Task goal —
Wherever the string "夏禹路段" appears in the records, return the line that holds it.

· · ·

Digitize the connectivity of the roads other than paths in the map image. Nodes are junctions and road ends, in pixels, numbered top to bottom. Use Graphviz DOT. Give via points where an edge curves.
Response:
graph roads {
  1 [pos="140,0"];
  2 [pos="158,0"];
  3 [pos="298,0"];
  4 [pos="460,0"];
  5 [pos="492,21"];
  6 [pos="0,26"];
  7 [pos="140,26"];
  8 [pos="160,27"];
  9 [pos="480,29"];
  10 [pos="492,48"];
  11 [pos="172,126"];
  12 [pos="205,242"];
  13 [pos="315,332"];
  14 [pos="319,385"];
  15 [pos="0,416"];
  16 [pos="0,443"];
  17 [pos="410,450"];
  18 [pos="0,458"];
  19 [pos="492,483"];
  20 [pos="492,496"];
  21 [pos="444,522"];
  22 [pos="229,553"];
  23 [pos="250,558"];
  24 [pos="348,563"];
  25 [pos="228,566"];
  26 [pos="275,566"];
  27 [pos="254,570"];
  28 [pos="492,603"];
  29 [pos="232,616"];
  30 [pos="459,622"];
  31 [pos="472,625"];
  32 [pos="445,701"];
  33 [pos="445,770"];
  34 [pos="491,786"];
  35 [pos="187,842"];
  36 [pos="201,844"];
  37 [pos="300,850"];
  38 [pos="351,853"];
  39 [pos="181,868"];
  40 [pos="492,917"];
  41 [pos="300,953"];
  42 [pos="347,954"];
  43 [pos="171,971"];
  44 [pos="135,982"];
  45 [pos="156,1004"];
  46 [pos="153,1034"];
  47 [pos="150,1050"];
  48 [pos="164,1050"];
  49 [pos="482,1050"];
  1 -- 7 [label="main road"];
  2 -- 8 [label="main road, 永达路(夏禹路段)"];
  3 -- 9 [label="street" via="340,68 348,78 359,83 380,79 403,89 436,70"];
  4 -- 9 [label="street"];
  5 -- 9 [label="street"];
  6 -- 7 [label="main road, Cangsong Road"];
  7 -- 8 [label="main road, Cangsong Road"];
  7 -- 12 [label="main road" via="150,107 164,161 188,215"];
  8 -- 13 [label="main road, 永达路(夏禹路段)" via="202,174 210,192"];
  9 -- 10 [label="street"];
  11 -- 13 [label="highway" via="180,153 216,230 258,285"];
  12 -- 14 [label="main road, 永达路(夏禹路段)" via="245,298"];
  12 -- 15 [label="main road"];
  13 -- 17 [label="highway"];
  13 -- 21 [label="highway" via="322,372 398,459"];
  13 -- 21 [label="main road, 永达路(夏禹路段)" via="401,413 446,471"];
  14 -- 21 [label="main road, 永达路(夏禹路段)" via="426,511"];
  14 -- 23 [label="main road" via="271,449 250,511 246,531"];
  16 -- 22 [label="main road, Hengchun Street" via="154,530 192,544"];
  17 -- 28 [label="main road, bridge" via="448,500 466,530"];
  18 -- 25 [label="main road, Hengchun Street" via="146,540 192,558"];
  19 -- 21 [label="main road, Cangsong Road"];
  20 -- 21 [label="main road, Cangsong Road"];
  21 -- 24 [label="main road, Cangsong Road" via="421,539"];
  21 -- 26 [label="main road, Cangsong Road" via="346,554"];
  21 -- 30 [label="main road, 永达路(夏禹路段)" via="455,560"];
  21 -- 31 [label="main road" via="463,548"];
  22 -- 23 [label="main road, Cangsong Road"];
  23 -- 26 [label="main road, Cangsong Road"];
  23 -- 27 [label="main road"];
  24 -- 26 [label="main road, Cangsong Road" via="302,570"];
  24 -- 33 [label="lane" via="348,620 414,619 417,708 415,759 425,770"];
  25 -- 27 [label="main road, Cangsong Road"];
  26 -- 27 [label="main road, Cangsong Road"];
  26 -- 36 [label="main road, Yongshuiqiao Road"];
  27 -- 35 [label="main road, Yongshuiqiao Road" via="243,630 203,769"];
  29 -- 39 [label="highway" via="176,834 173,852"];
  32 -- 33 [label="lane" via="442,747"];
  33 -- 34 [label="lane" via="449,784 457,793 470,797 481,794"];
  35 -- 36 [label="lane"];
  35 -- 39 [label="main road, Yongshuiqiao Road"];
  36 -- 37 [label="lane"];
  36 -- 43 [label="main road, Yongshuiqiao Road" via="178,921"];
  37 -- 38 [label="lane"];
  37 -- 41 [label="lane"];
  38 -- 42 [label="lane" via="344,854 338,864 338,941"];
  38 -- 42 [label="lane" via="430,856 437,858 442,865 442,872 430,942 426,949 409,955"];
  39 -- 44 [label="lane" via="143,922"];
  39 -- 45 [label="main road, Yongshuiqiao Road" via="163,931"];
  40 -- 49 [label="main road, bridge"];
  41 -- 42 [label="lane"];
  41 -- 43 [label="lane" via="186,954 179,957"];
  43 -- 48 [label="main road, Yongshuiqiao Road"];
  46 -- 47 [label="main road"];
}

· · ·

Exercise solution —
  2 -- 8 [label="main road, 永达路(夏禹路段)"];
  8 -- 13 [label="main road, 永达路(夏禹路段)" via="202,174 210,192"];
  12 -- 14 [label="main road, 永达路(夏禹路段)" via="245,298"];
  13 -- 21 [label="main road, 永达路(夏禹路段)" via="401,413 446,471"];
  14 -- 21 [label="main road, 永达路(夏禹路段)" via="426,511"];
  21 -- 30 [label="main road, 永达路(夏禹路段)" via="455,560"];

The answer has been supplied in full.